Henry Kerali, World Bank Country Director for Ghana

Accra, Ghana, March 28, 2019//-World Bank Country Director for Ghana, Henry Kerali is optimistic that Ghana’s Free Senior High School Policy (Free SHS) will enable girls to acquire employable skills before going into marriage.

According to him, empowering young girls with such employable skills would better prepare them for motherhood, reduces high birth rate, maternal mortality and boost the Human Capital Index (HCI).

Mr Kerali made this known at a teleconferencing to launch a quarterly Africa Civil Society Organisation and Parliamentary Development Dialogue on Tuesday in Accra.
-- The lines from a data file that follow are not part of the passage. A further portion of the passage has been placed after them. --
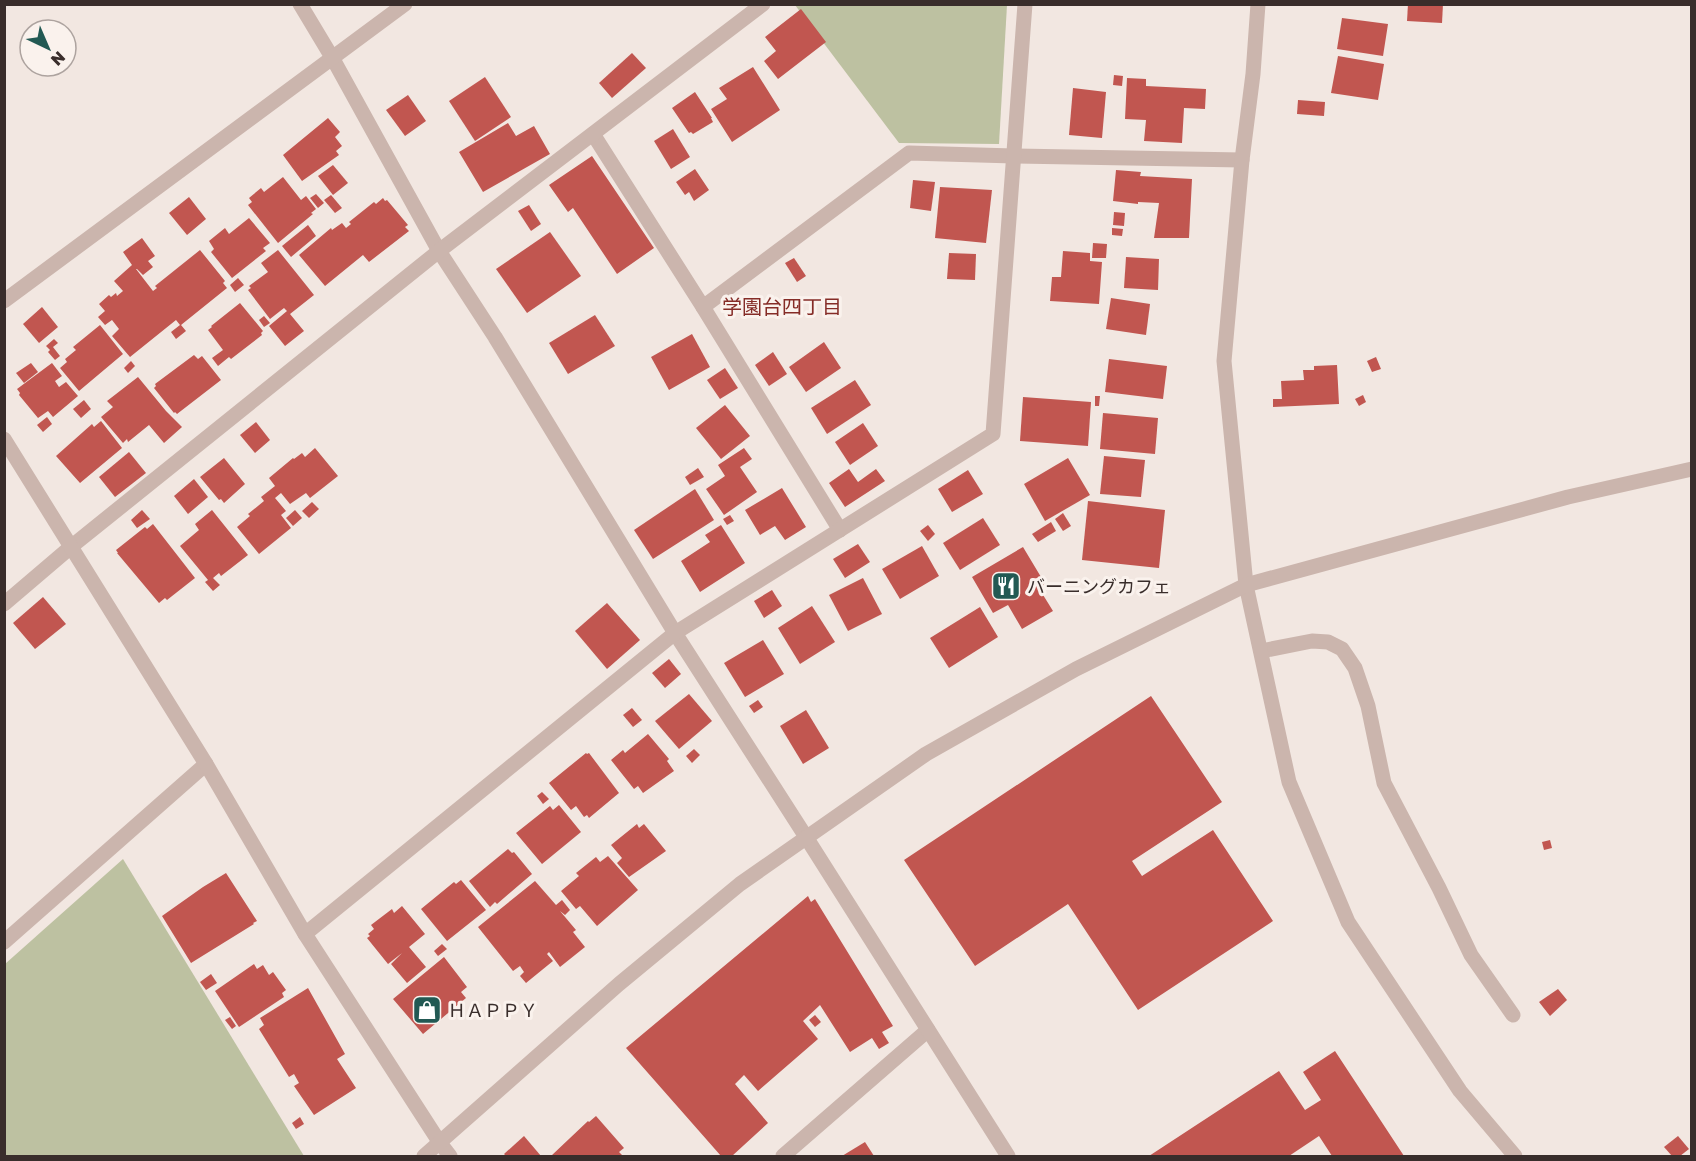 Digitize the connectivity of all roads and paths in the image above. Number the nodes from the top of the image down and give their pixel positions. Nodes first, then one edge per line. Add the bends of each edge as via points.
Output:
1 (300, 4) edge
2 (405, 4) edge
3 (763, 4) edge
4 (1025, 4) edge
5 (1258, 4) edge
6 (333, 59) junction
7 (593, 134) junction
8 (1014, 156) junction
9 (1242, 160) junction
10 (439, 251) junction
11 (4, 301) edge
12 (703, 307) junction
13 (4, 439) edge
14 (1692, 469) edge
15 (840, 530) junction
16 (72, 546) junction
17 (1246, 585) junction
18 (4, 604) edge
19 (675, 633) junction
20 (1260, 651) junction
21 (206, 764) junction
22 (806, 837) junction
23 (305, 934) junction
24 (4, 942) edge
25 (1513, 1015) dead end
26 (928, 1030) junction
27 (440, 1143) junction
28 (424, 1156) edge
29 (450, 1156) edge
30 (783, 1156) edge
31 (1008, 1156) edge
32 (1515, 1156) edge

1 - 6 street
2 - 6 street
3 - 7 street
4 - 8 street
5 - 9 street
6 - 10 street
6 - 11 street
7 - 10 street
7 - 12 street
8 - 9 street
8 - 12 street via 909,153
8 - 15 street via 993,434
9 - 17 street via 1224,361
10 - 16 street
10 - 19 street
12 - 15 street
13 - 16 street
14 - 17 street via 1568,498
15 - 19 street
16 - 18 street
16 - 21 street
17 - 20 street
17 - 22 street via 1076,669 926,754
19 - 22 street
19 - 23 street
20 - 25 street via 1312,641 1328,642 1342,649 1355,668 1368,706 1384,783 1471,956
20 - 32 street via 1288,782 1348,922 1460,1092
21 - 23 street
21 - 24 street
22 - 26 street
22 - 27 street via 740,884 619,984
23 - 27 street
26 - 30 street
26 - 31 street
27 - 28 street
27 - 29 street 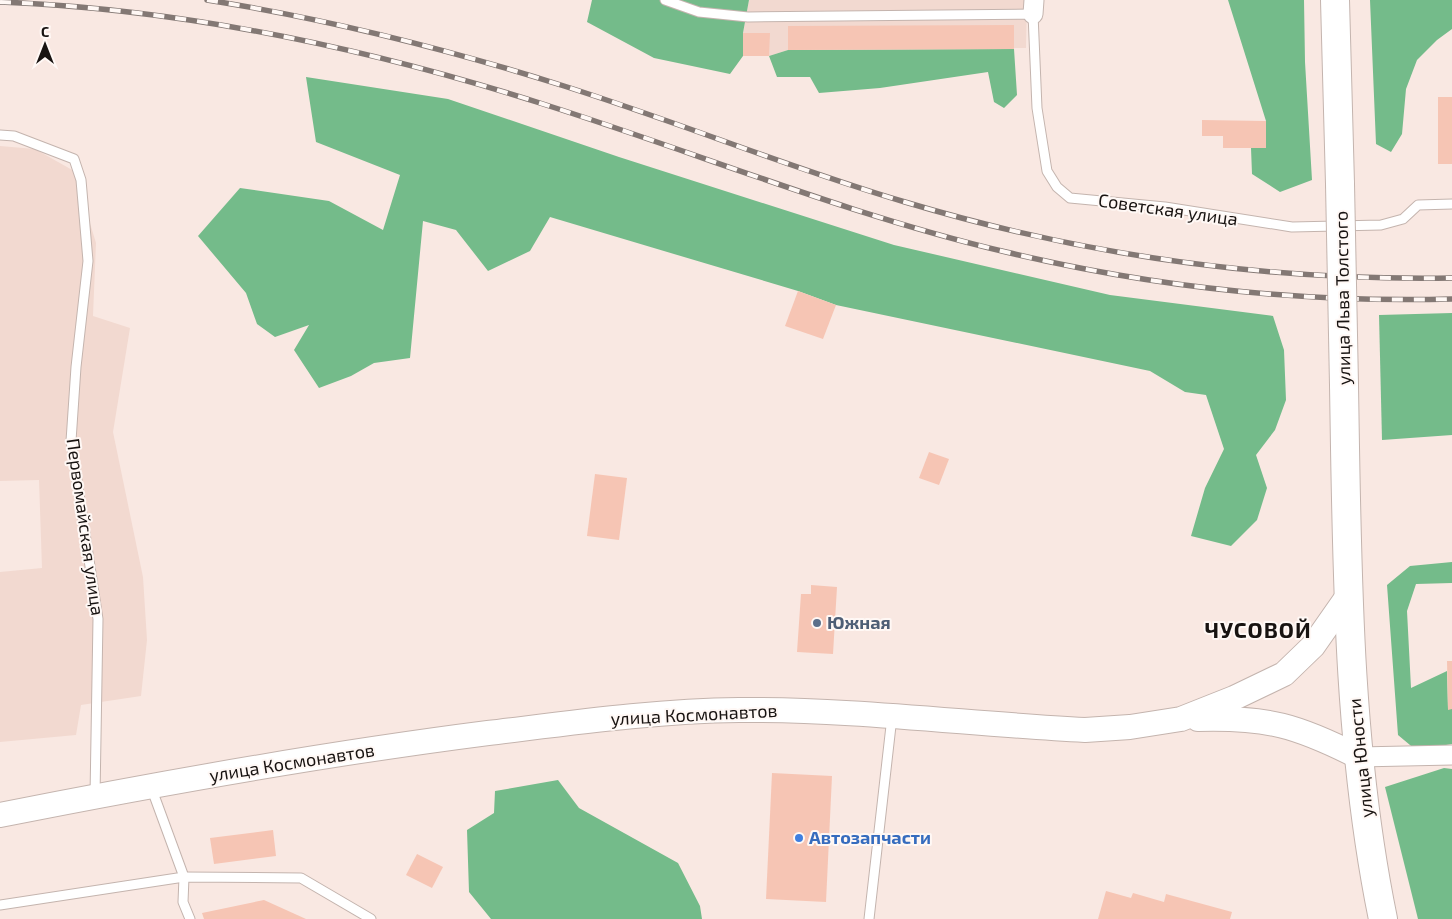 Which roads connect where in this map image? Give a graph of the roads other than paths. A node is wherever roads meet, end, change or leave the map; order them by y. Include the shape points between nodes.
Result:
1 (665, 0) edge
2 (1335, 0) edge
3 (1034, 7) edge
4 (0, 135) edge
5 (1452, 204) edge
6 (1348, 596) junction
7 (892, 716) junction
8 (1181, 719) junction
9 (1452, 755) edge
10 (1359, 758) junction
11 (151, 787) junction
12 (95, 796) junction
13 (0, 816) edge
14 (184, 877) junction
15 (0, 905) edge
16 (190, 919) edge
17 (371, 919) edge
18 (869, 919) edge
19 (1383, 919) edge

1 - 3 lane via 699,12 748,17
2 - 6 main road, улица Льва Толстого, bridge
3 - 5 lane, Советская улица via 1037,108 1047,171 1057,187 1070,198 1165,207 1292,228 1381,226 1403,219 1418,205
4 - 12 lane, Первомайская улица via 14,136 74,159 81,180 88,261 70,441 98,618
6 - 8 street, улица Космонавтов via 1313,646 1284,674
6 - 10 main road, улица Юности
7 - 8 street, улица Космонавтов via 1085,730
7 - 11 street, улица Космонавтов via 738,710 634,715 428,741
7 - 18 lane
8 - 10 street via 1264,720 1294,727
9 - 10 street
10 - 19 main road, улица Юности
11 - 12 street, улица Космонавтов
11 - 14 lane
12 - 13 street, улица Космонавтов
14 - 15 lane
14 - 16 lane via 183,902
14 - 17 lane via 301,878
The dialogue is expected to be a quarterly interactive programme among 16 African countries to promote social inclusion, accountability and advocate for greater voices.

The event was also used to discuss highlights of World Bank Africa Human Capital Project (WBAHCP).

As part of effort to improve human capital index of Ghana, the bank is implementing programmes including social protection, skills, community water and sanitation to help enable Ghana to catch up with its peers such as Rwanda, he said.

The bank would support Ghana’s developmental programmes such as giving second chance to people who could not get access to education to be equipped with knowledge and skills to push the country up to the HCI to be the best in Africa, Mr Kerali assured.

To reverse the trend, he recommended that the government needs to invest in the country’s human resource to imbibe the right innovation and technology that would help make the best use of the natural resources.

The HCI consists of the knowledge, skills and health that people accumulate throughout their lives enabling them to realise their potential as productive members of society, according to the World Bank.

Out of 100 per cent, Ghana recorded 44 per cent ranking 116 out of 157 countries in the HCI report, released in 2018 ranked.

95 out of 100 children in the country, survived up to age five while a child who started school at age four was expected to complete 11.6 years of school by their 18th birthday, it added.

It noted further that across Ghana, 76 per cent of 15-year olds would survive until age 60. The country had not been able to sustainably developed because of the weak capacity of her human resource.